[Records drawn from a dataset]
== Segment start ==
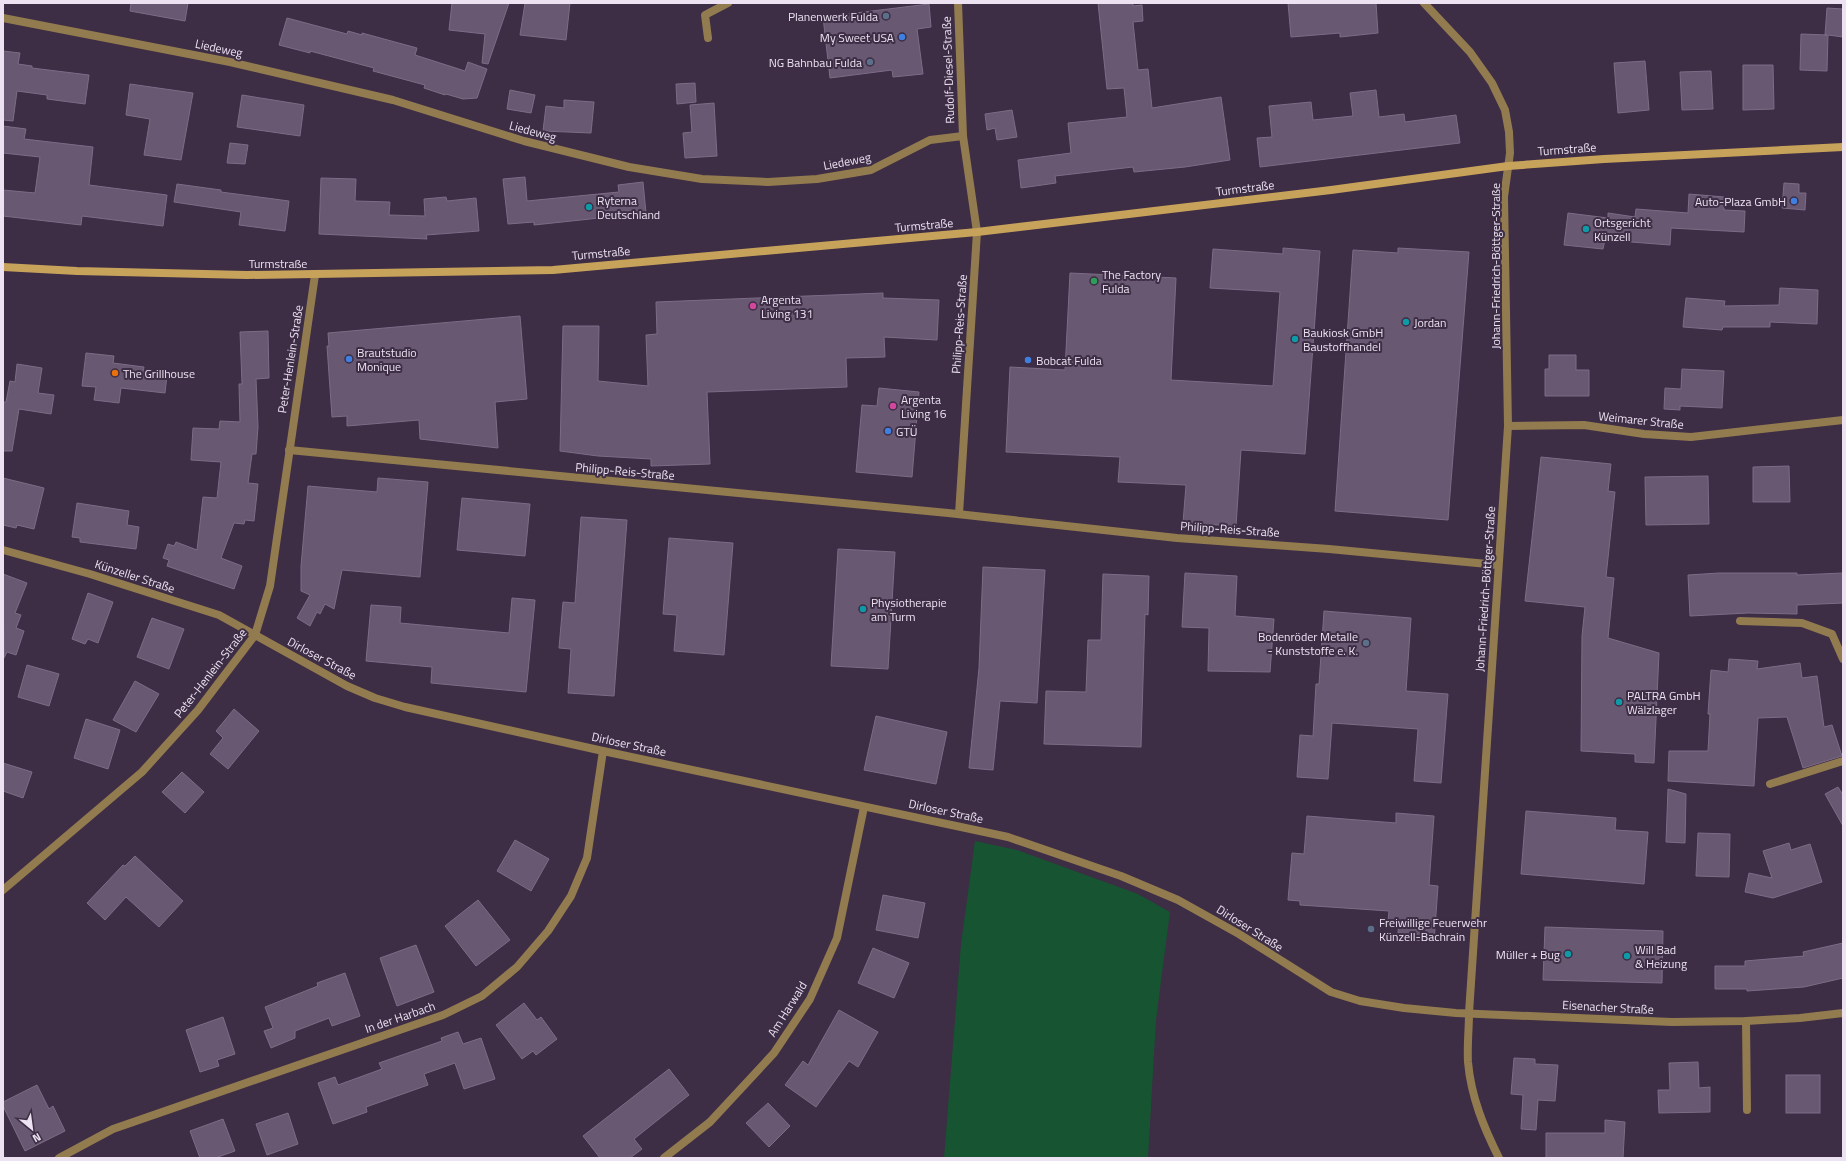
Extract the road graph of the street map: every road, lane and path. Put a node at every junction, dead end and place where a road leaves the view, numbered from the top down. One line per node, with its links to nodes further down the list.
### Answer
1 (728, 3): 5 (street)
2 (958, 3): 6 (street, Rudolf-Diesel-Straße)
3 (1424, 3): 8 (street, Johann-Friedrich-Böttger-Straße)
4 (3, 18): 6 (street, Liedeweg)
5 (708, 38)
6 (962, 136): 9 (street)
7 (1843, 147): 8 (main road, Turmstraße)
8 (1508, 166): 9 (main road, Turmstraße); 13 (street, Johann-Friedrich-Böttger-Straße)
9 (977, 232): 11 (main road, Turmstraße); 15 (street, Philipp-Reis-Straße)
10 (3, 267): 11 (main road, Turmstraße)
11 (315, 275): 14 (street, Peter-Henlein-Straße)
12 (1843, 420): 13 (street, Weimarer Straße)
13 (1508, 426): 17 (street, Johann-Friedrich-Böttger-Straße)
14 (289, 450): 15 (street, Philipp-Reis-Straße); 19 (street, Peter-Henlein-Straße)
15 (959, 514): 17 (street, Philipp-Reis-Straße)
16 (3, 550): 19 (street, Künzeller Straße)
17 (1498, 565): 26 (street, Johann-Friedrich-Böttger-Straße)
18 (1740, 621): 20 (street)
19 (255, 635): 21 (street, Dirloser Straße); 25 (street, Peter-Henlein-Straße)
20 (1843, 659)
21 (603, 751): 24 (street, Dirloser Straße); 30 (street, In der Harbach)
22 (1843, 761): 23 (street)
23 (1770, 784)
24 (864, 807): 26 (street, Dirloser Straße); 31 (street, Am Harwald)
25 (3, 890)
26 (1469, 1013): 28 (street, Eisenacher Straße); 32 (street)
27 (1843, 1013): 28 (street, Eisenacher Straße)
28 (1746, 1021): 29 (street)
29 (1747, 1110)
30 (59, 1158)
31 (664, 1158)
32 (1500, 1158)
== Segment end ==
Whenever "Eisenacher" occurs in a line above, copy that line.

* ANSWER TO THIS TASK *
26 (1469, 1013): 28 (street, Eisenacher Straße); 32 (street)
27 (1843, 1013): 28 (street, Eisenacher Straße)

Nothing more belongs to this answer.